The National Housing Strategy Demonstrations Initiative funds the demonstration of solutions that support housing affordability in real environments. Solutions support National Housing Supply priority areas and groups and outcomes, focusing on solutions with evidence of positive impact. The initiative intends to increase adoption of high-quality solutions for greater sector impact, Demonstrations support active scaling/replication with solutions adopters.
Am I eligible?
To be eligible, applicants must be organizations meeting the following criteria:
- Organizations duly incorporated as legal entities in Canada and validly existing in Canada before receiving funding. This requirement can be completed after submitting the application but must be completed before any funding is received.

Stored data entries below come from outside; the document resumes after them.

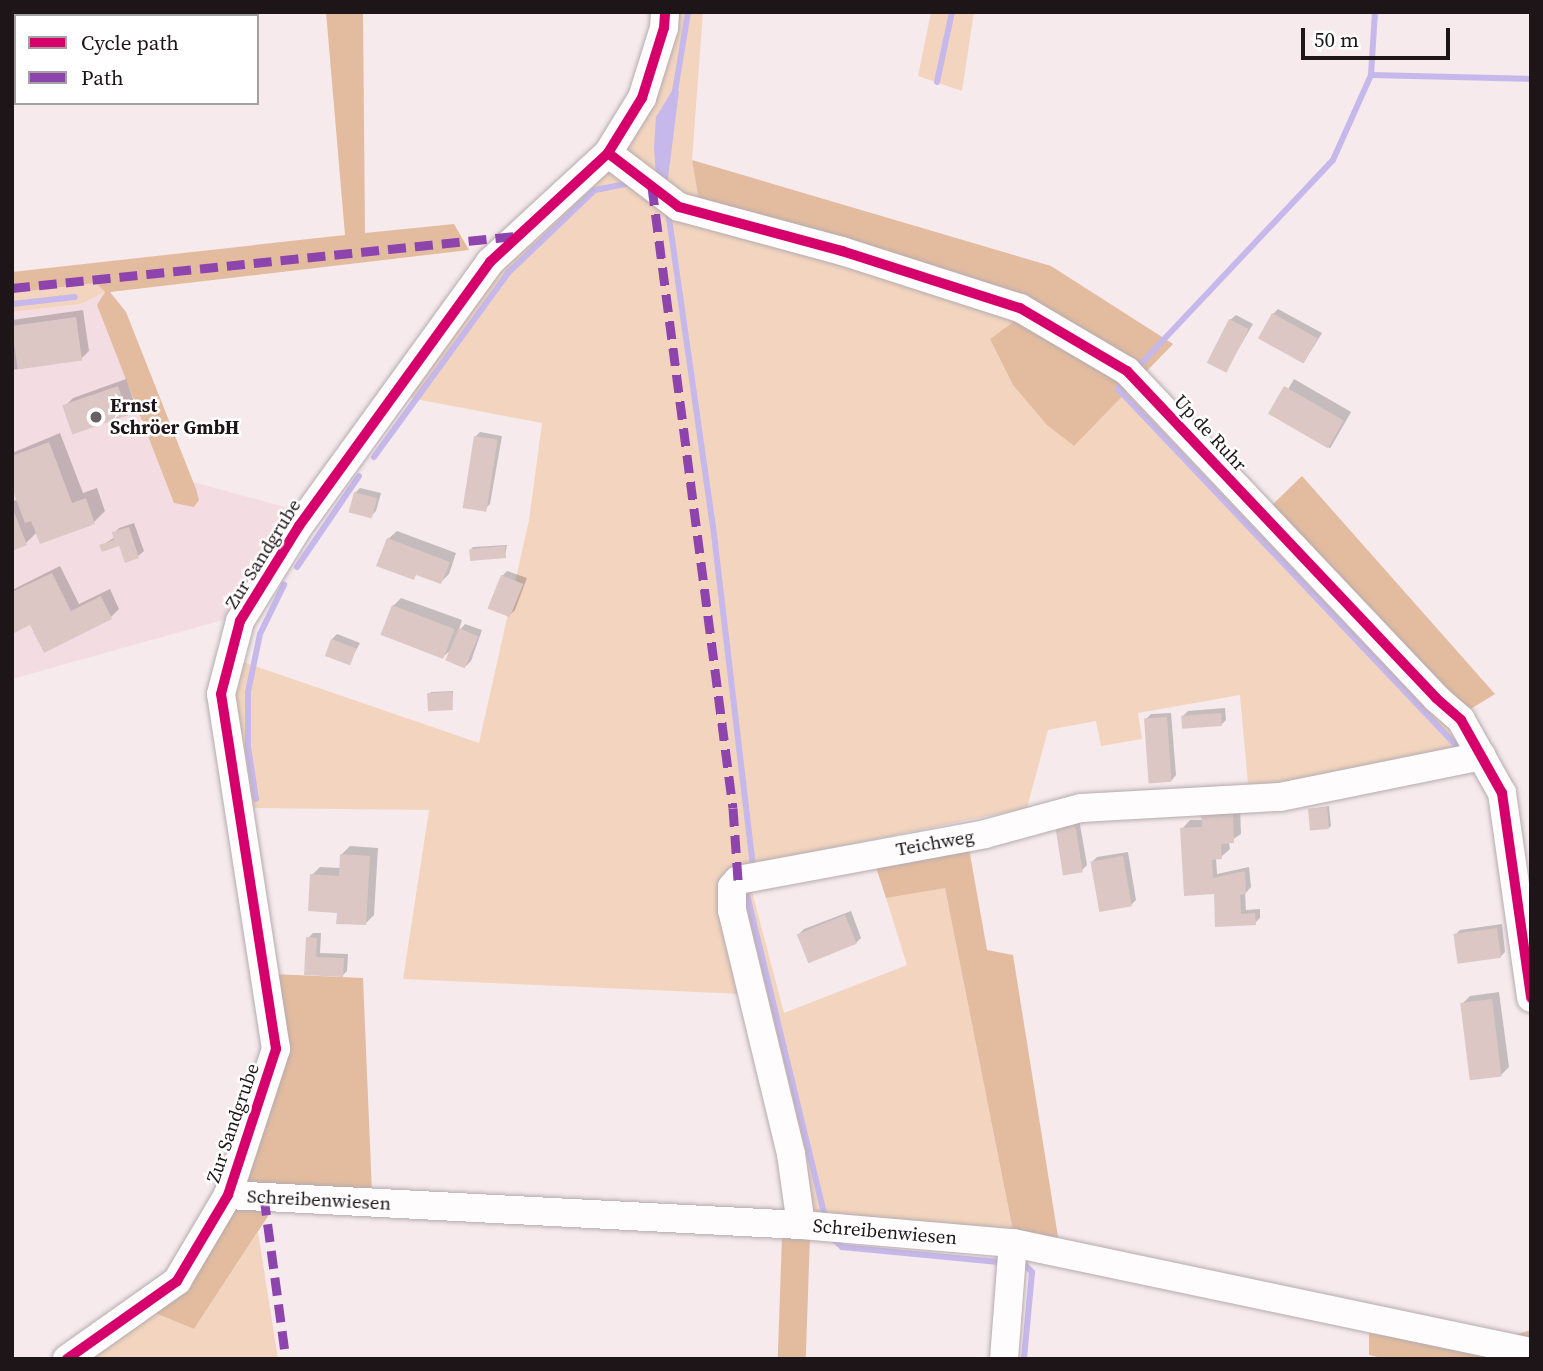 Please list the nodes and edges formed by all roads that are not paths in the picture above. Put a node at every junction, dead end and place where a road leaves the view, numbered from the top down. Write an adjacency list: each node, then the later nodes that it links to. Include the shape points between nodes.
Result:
1 (665, 12): 2 (street, Zur Sandgrube, via 642,98)
2 (608, 153): 3 (street, Up de Ruhr, via 679,207 842,251 1020,308 1127,371 1461,720); 5 (street, Zur Sandgrube, via 490,262 299,526 240,621 221,694 276,1049)
3 (1482, 756): 4 (street, Up de Ruhr, via 1502,793); 6 (street, Teichweg, via 1280,797 1082,808 985,834 737,880 732,887 732,911 792,1154)
4 (1531, 998)
5 (228, 1195): 6 (street, Schreibenwiesen); 9 (street, Zur Sandgrube, via 177,1280)
6 (801, 1225): 7 (street, Schreibenwiesen)
7 (1013, 1243): 8 (street, Schreibenwiesen); 10 (street)
8 (1531, 1352)
9 (67, 1359)
10 (1004, 1359)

- Organizations in good standing with CMHC and not in breach of any terms and conditions under any previous project with the Demonstrations Initiative or other CMHC program. Applicants in breach of any terms and conditions or who fail to meet integrity requirements may be denied funding on that basis.
Note
Employees of CMHC and anyone connected with the evaluation of the applications for the National Housing Strategy Demonstrations Initiative are prohibited from participating. This includes entering as an applicant, being a member of an applicant’s team or as a collaborator.
You can participate in the Demonstrations Initiative if you are part of a broad range of housing stakeholders (as applicants or partners), such as, but not limited to:
- community housing providers, affordable housing providers, non-profit affordable housing organizations and affordable housing cooperatives
- government agencies and corporations – provincial, territorial and municipal
- Indigenous organizations – First Nation, Inuit and Métis
- Canadian companies organizations and associations
- private and non-profit builders and developers and real estate agencies
- associations, networks or non-governmental organizations (NGOs) seeking to demonstrate and scale new and innovative approaches
- agencies, associations and NGOs involved in National Housing Straregy priority area activities, including:
- seniors associations
- veterans associations
- mental health advocates
- homelessness hub
- non-profit organizations
- sustainability agencies
- academic institutions and innovation hubs involved in National Housing Strategy priority area activities and audiences
- end users, people with lived experience that can provide first-hand expertise to the demonstration, adaptation or replication of the solution.
Note
International organizations and individuals may be collaborators or members of the demonstration team but not the applicant. They must partner as collaborators with a Canadian applicant.
Note
Eligible applicants must indicate any relevant project funding that they have applied to, been approved for or have received. Also, please indicate collaborators’ funding and include funding from other Strategy initiatives. For example: the Affordable Housing Fund – new construction, Affordable Housing Fund – repair and renewal and the Apartment or the Construction Loan Program.
Eligible activities include:
- developing new information, evidence and data related to the demonstrated solutions
- engaging in collaborative work with an expanded group of stakeholders to support greater adoption or scaling
- disseminating information and knowledge and transferring capacity and expertise related to community housing providers solutions
- developing adapted scaling approaches to expand impact of solutions meeting the specific needs of the Community Housing sector
- mobilizing stakeholders for scaling such solutions
Examples of funded activities include:
- Highlighting high-impact innovations already implemented in a real-world setting, to support greater sector awareness and appetite for adoption.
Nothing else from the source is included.